Come 1953, he was making a name for himself as an infielder for Chattanooga, Washington’s Double-A farm club. He spent much of 1955 and all of ‘56 with the Senators. He batted .210 in 119 major-league at-bats in ‘56 but was sent back to Chattanooga as an outfielder in ‘57.

Then, on Dec. 17, 1957, while the Dodgers were in the midst of moving from Brooklyn to Los Angeles, they signed Roig and assigned him to their new Triple-A club – the Spokane Indians – and Roig found his new home.

“In my years I spent playing for them, I was treated royally,” Roig said of the Indians. “The fans were great – hey, they always pulled for the Indians real well, just like they do now. We drew outstanding crowds for that time in Triple-A.”

He was a member of the Indians club that initiated, in 1958, what is now Avista Stadium. Roig was teammates with Indians legend – and, later, Dodgers shortstop – Maury Wills. Able to play all nine positions, Roig was the team’s most valuable player in 1960 when the Indians won their first Pacific Coast League championship.

That season, Roig said, is still one of his favorites in baseball.

“The 1960 club, I guess we must have had about seven, eight guys who went to the big leagues off this club,” he said. “I even had a chance myself. I got drafted by the Chicago White Sox, had the ballclub made and came up with pneumonia in Florida.”

He ended up playing minor-league ball for the Sox that year and played against the Indians when he was on San Diego’s roster. In 1963, he went to Japan as one of the first American regulars, where he was a home-run hitter.

After six seasons overseas, Roig returned to Spokane and owned a lumberyard on Trent Avenue, he said.
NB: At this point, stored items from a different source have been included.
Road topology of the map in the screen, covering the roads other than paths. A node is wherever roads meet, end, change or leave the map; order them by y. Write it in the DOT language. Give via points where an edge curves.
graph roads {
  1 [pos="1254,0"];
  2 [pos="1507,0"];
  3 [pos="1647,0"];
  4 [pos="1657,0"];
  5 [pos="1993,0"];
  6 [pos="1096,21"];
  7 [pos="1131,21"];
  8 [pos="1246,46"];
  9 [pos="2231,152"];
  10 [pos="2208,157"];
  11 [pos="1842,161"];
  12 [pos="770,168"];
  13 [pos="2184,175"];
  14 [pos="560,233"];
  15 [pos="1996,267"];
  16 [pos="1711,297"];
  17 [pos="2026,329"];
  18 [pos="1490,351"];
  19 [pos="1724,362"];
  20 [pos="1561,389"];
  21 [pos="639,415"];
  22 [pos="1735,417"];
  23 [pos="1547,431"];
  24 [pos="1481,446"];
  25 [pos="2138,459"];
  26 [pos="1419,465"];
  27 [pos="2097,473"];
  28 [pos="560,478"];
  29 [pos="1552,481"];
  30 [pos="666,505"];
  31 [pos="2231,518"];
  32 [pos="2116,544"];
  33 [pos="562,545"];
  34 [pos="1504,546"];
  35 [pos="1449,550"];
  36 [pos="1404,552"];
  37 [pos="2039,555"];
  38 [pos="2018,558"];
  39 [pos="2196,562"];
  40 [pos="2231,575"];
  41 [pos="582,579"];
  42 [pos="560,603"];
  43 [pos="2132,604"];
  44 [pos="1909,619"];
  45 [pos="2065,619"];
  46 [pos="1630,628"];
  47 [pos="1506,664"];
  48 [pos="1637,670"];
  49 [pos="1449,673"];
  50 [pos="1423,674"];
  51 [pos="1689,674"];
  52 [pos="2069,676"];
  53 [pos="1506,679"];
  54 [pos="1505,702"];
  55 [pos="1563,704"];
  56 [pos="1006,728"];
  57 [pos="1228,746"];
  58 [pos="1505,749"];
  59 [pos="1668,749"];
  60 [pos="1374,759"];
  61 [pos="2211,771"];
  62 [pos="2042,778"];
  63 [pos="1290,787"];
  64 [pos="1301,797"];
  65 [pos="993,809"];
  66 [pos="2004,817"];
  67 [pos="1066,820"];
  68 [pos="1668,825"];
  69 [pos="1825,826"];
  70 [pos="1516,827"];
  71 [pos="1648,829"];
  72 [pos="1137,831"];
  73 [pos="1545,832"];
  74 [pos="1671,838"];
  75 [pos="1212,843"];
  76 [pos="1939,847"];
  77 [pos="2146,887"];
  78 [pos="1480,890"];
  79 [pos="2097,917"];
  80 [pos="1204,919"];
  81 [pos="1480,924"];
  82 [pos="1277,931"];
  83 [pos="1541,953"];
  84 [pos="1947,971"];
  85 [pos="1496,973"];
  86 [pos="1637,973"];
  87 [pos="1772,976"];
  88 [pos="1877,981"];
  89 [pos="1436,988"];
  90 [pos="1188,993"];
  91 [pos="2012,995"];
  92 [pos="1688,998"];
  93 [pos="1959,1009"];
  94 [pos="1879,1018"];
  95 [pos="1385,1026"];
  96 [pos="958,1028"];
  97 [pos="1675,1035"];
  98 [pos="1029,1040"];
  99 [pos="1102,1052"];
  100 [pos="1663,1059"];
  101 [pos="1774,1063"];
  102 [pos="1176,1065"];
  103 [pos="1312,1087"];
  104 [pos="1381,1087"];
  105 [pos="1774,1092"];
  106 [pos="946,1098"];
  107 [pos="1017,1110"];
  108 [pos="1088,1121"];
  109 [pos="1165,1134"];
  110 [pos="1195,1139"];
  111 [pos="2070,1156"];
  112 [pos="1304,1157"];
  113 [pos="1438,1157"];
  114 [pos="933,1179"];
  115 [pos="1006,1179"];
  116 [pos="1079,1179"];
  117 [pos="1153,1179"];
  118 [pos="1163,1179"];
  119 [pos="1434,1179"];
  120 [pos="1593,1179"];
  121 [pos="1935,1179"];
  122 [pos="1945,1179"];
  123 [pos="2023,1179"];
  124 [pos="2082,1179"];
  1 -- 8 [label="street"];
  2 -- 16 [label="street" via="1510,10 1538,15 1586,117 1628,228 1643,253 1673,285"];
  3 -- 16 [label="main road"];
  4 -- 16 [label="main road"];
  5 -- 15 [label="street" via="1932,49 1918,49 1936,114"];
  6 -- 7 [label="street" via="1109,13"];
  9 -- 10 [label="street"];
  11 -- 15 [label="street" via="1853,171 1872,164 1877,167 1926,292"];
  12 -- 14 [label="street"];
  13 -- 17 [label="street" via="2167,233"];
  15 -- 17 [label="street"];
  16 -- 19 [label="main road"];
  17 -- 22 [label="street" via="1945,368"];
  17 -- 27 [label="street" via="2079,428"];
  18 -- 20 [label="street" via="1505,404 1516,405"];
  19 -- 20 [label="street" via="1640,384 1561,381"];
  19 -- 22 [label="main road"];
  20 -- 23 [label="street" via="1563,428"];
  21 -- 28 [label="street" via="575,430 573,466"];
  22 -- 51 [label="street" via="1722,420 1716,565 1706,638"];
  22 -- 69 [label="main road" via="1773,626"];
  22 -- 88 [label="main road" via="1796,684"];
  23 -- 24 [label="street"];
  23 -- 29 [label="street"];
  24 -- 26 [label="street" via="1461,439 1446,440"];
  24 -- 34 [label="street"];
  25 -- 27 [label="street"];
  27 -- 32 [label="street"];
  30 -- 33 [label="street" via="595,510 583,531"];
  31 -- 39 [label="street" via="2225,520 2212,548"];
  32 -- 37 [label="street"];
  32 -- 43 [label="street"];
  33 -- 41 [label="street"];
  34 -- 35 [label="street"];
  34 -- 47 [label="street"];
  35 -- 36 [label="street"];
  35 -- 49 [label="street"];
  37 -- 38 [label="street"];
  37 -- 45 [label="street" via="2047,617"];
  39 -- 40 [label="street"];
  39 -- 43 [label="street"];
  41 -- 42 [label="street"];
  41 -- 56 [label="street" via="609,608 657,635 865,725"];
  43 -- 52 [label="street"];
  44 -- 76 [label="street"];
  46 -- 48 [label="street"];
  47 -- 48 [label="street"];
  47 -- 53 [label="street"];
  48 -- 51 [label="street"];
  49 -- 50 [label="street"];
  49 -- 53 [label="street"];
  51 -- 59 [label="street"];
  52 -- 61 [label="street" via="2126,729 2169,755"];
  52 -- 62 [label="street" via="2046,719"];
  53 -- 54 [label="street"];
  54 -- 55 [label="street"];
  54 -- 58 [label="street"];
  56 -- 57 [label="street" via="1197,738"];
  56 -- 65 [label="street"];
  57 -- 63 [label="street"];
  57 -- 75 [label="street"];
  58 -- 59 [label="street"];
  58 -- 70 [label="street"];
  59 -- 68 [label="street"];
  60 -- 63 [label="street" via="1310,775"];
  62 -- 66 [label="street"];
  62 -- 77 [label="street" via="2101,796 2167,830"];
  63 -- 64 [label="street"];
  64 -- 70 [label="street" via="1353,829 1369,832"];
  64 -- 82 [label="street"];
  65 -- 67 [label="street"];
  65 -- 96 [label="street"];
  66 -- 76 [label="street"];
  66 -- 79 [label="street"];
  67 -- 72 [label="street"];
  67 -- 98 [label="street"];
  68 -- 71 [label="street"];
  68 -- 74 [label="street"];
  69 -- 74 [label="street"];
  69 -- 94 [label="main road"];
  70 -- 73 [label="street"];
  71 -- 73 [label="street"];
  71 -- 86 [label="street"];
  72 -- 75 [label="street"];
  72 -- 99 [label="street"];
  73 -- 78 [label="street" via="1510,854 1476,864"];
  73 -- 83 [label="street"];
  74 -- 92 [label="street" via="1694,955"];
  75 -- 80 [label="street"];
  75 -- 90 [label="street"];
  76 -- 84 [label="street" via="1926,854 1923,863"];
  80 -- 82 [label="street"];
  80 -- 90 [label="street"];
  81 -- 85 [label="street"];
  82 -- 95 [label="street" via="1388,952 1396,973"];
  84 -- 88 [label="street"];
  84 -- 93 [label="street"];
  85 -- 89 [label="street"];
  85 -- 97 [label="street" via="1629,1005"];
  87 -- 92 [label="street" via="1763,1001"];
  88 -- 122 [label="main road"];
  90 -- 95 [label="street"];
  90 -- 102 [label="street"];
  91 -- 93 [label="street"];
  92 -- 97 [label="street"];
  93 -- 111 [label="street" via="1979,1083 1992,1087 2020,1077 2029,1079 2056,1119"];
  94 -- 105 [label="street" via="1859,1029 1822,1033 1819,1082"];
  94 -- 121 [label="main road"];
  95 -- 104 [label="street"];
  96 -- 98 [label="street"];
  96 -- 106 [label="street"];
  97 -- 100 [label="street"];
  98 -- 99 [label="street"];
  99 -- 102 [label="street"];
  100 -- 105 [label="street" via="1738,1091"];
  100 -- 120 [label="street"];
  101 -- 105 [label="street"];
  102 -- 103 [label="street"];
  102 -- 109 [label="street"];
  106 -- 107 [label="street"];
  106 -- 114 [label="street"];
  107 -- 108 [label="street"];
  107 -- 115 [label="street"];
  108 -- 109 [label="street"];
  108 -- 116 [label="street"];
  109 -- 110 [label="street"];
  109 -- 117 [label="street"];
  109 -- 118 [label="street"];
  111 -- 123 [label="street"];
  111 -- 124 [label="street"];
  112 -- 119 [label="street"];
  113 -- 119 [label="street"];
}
But his calling was still baseball.

He sold the business and, in 1973, started scouting for the big leagues – first the Milwaukee Brewers, and later for the California Angels and the Phillies. One of the most impressive players he ever scouted, he said, was Barry Bonds.

Roig said it’s a shame baseball has been given a “black mark” thanks to recent steroids scandals.

“I don’t remember seeing any of that when I was playing,” he said. “A guy gets an unfair advantage over the other people that are playing under normal situations, under their own abilities without any booster shot.”

Of course, there are also things about pro baseball today that impress him.

“The players now are doing things we didn’t do in them days,” Roig said. “I watch ballgames and I see guys making diving plays and stuff like that. I don’t know, I didn’t see those plays being made when I was playing. I think they’ve improved the fielding part of the game by leaps and bounds.”

Naturally, he still follows the Spokane Indians. And Philadelphia, the last team for which he scouted.

“The Phillies are paying my pension, so I’m all for the Phillies,” he joked.

He’s one of thousands of fans who are frustrated with this year’s Seattle Mariners. He feels especially bad because M’s manager John McLaren is a good friend of his.

“Just like anything, you can’t win the race if you don’t have a good horse,” Roig said of the Mariners. “They haven’t played well for him.”

However, he doesn’t often go to baseball games anymore. He’s gone to an Indians game here and there, but after all the years of scouting, he’s a little worn out from all the big crowds, he said.

Nevertheless, the Indians have asked him to be at Avista Stadium on Saturday, when they celebrate 50 years at the ballpark. Roig will throw the first pitch.

“Whatever they want me to do, I’ll do it,” Roig said. “Because Spokane’s been great to me.”